→ Aim of the exercise: Locate each line below that includes "wrist" and reproduce it.

→ Available data:

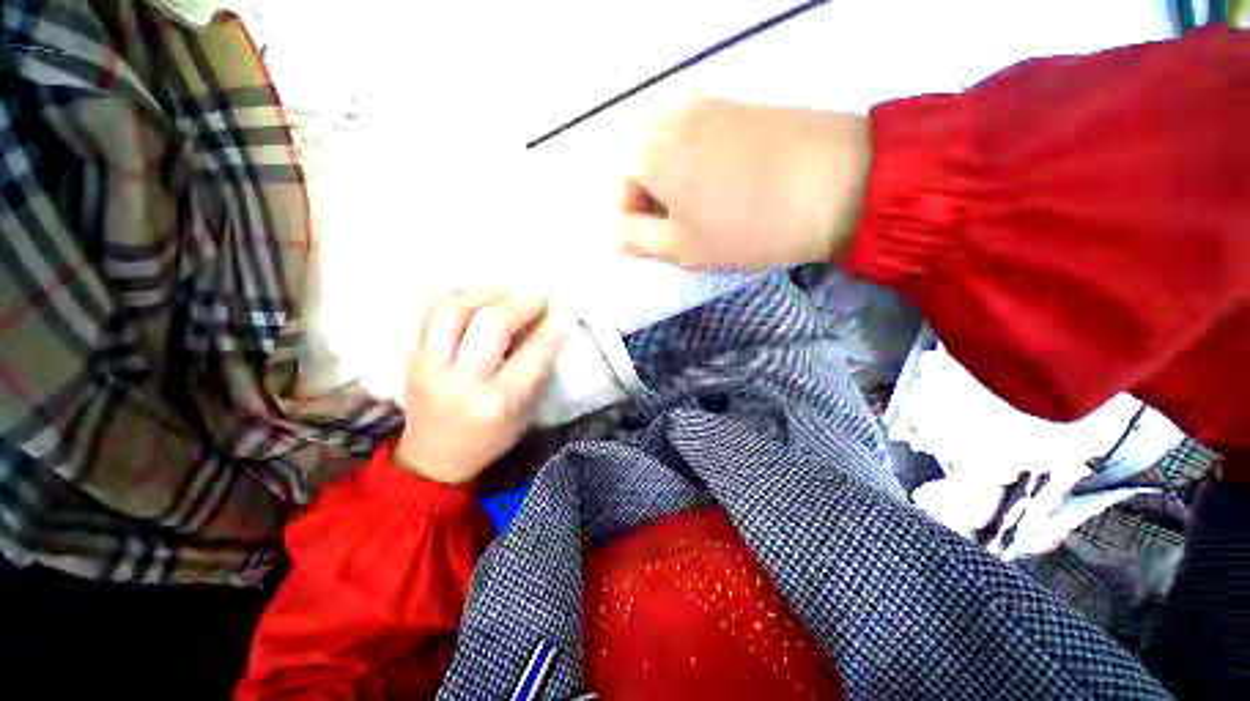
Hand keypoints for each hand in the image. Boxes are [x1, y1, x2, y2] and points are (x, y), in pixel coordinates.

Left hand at [394, 291, 575, 484]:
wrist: (434, 459)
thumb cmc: (491, 439)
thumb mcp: (526, 412)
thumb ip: (537, 369)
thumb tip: (547, 326)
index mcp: (498, 401)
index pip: (533, 353)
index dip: (555, 325)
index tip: (569, 305)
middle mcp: (462, 381)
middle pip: (491, 324)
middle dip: (521, 304)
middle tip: (537, 299)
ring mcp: (429, 367)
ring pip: (452, 311)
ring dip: (484, 294)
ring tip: (503, 295)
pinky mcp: (410, 359)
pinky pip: (424, 314)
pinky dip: (452, 299)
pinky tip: (472, 301)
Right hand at [620, 96, 871, 268]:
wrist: (837, 183)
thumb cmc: (746, 226)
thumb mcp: (681, 247)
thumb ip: (636, 240)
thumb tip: (616, 231)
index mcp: (648, 151)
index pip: (620, 187)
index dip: (635, 219)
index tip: (659, 241)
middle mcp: (668, 116)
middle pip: (644, 166)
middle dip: (656, 201)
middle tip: (684, 230)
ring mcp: (706, 103)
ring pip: (672, 153)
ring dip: (679, 185)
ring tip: (709, 212)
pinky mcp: (737, 104)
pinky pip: (700, 139)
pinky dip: (702, 166)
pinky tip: (729, 186)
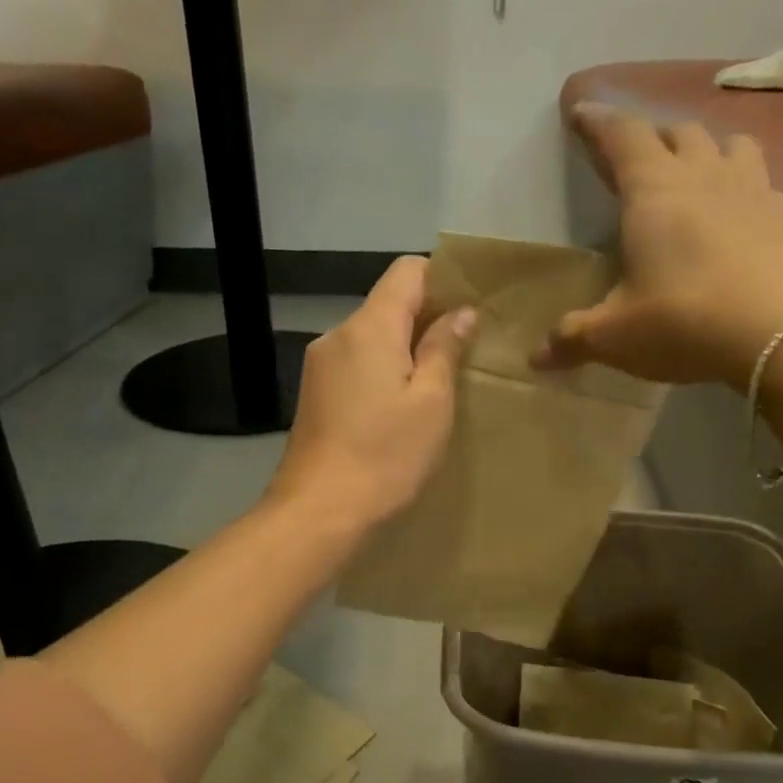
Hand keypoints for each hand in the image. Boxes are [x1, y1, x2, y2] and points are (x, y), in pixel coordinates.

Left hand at [266, 256, 475, 533]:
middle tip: (462, 355)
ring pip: (371, 338)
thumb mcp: (430, 403)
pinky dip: (380, 373)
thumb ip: (444, 349)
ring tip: (432, 388)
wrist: (319, 511)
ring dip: (403, 351)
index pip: (407, 271)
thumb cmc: (385, 456)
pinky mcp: (313, 394)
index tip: (469, 312)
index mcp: (369, 327)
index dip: (442, 281)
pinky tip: (396, 410)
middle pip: (387, 305)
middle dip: (425, 320)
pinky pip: (355, 365)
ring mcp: (319, 366)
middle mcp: (338, 335)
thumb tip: (460, 312)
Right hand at [537, 105, 782, 383]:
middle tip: (633, 152)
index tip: (580, 109)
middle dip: (650, 134)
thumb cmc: (685, 321)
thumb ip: (573, 338)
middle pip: (677, 131)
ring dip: (706, 147)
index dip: (598, 121)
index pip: (621, 136)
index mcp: (653, 191)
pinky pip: (764, 183)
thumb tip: (536, 358)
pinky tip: (742, 211)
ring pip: (729, 143)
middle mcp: (704, 176)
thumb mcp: (615, 336)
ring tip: (695, 167)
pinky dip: (746, 186)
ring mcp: (754, 190)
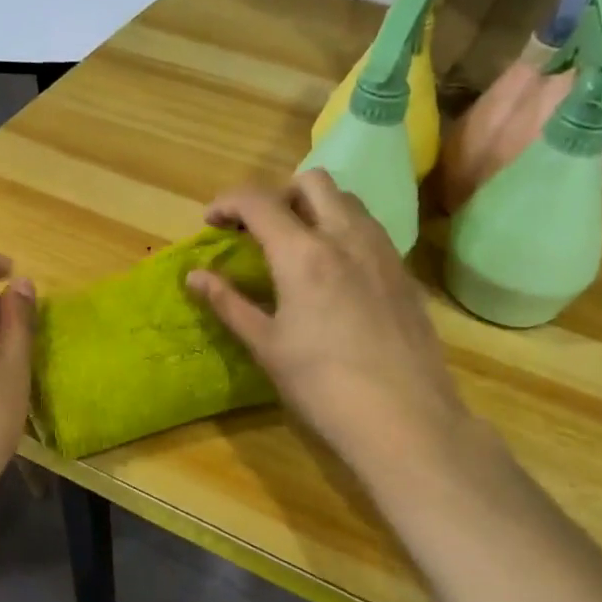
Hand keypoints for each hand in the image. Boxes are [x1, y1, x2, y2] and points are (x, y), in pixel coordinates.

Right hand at [188, 172, 490, 496]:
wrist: (405, 420)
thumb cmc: (323, 386)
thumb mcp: (267, 346)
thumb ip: (229, 303)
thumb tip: (195, 277)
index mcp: (303, 253)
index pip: (258, 201)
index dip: (228, 202)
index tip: (212, 222)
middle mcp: (346, 237)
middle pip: (311, 182)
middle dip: (278, 194)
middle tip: (260, 230)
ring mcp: (383, 251)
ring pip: (348, 200)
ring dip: (315, 208)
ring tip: (298, 247)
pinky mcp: (405, 273)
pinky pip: (371, 230)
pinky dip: (344, 231)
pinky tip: (336, 274)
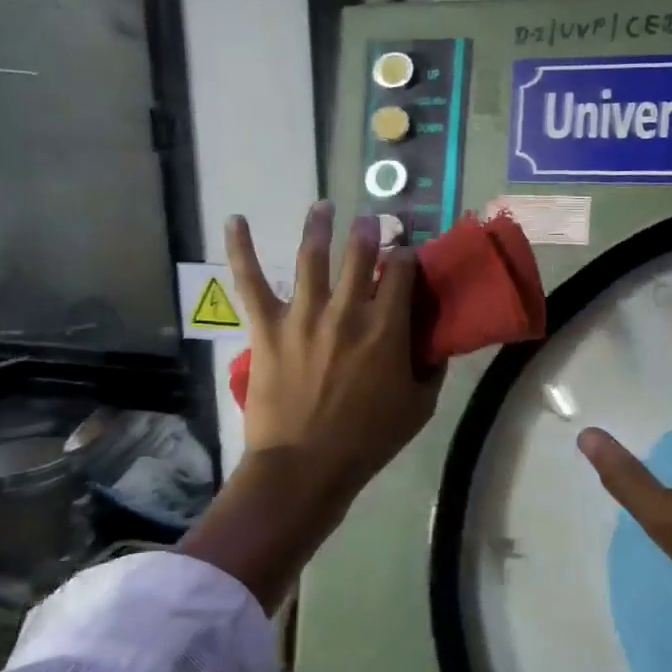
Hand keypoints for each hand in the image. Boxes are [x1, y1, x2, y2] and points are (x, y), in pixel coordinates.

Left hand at [227, 202, 441, 512]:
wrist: (306, 464)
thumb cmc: (368, 440)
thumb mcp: (419, 407)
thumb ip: (431, 369)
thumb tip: (435, 344)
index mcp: (387, 327)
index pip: (402, 272)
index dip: (408, 256)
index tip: (408, 254)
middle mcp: (348, 310)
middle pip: (360, 253)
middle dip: (369, 231)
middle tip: (371, 220)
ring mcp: (304, 314)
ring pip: (312, 256)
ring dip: (319, 225)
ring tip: (323, 206)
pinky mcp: (268, 327)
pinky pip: (249, 281)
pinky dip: (240, 249)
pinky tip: (236, 220)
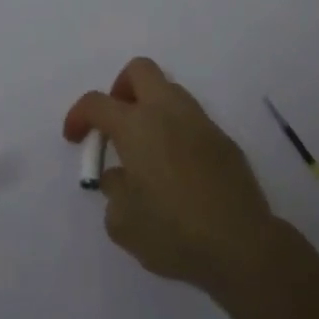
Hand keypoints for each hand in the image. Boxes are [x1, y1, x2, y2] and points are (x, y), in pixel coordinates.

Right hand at [64, 57, 279, 296]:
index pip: (96, 102)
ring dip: (151, 108)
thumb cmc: (174, 232)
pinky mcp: (224, 141)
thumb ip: (113, 192)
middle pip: (139, 71)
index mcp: (136, 125)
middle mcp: (167, 112)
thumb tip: (121, 178)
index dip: (78, 116)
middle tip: (115, 124)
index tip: (74, 138)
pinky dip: (176, 132)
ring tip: (146, 149)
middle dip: (121, 89)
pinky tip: (176, 169)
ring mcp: (200, 122)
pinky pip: (191, 121)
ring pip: (169, 92)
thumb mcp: (123, 222)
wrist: (243, 247)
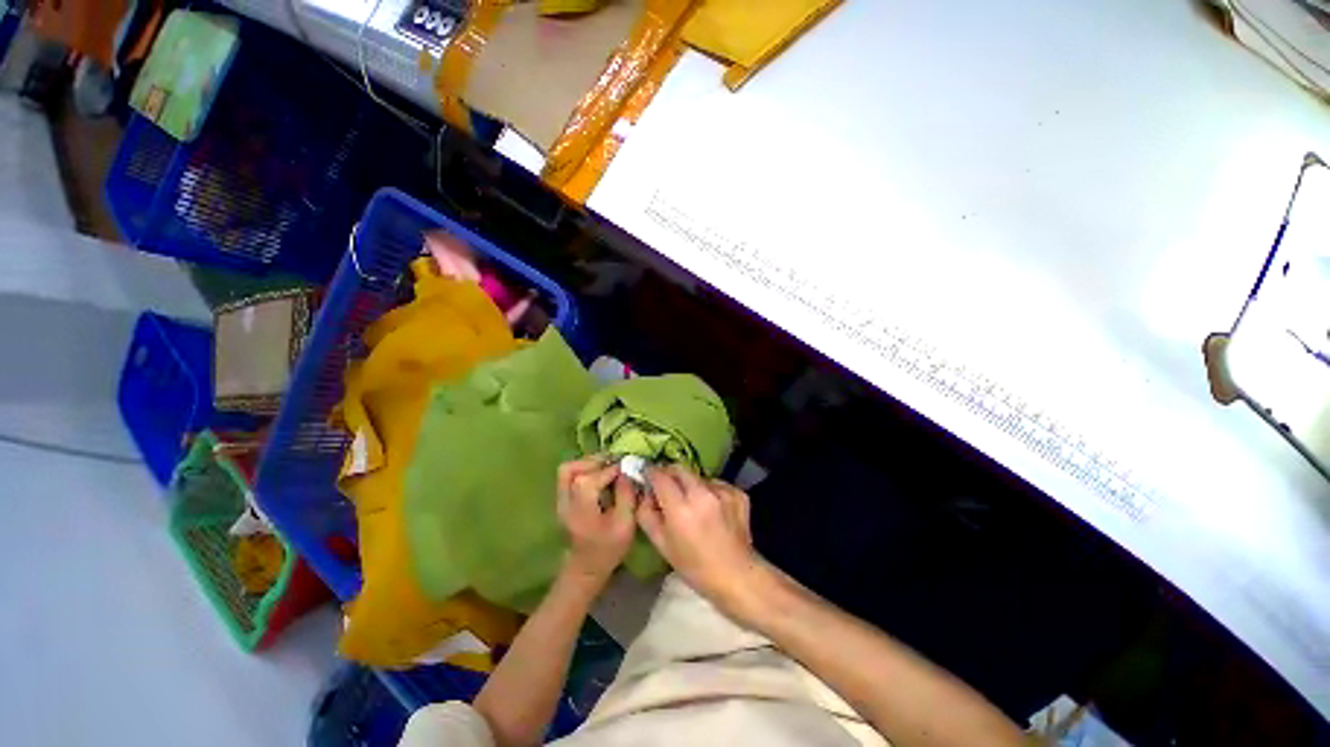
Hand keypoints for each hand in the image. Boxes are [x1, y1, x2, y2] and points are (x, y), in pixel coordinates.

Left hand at [557, 457, 637, 587]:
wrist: (586, 569)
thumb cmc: (608, 549)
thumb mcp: (625, 524)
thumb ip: (627, 494)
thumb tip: (628, 471)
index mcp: (581, 507)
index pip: (593, 477)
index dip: (612, 468)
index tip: (627, 466)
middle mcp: (566, 500)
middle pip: (573, 468)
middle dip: (596, 461)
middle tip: (616, 463)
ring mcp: (561, 500)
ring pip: (568, 469)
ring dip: (588, 464)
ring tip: (608, 466)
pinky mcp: (563, 500)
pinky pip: (569, 476)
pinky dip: (584, 470)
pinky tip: (600, 475)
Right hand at [636, 466, 760, 614]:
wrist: (737, 576)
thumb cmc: (694, 566)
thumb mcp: (662, 545)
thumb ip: (646, 515)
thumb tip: (644, 494)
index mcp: (680, 509)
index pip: (660, 476)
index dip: (651, 473)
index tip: (647, 475)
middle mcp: (702, 494)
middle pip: (679, 469)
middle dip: (669, 473)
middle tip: (666, 486)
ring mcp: (723, 492)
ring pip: (698, 477)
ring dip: (691, 485)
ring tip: (693, 505)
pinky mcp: (737, 493)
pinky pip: (716, 484)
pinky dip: (710, 492)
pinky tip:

→ Solution below:
wrist: (434, 459)
wrist: (837, 183)
wrist: (319, 511)
wrist: (405, 420)
wrist: (306, 464)
wrist: (243, 247)
wrist: (586, 569)
wrist: (737, 576)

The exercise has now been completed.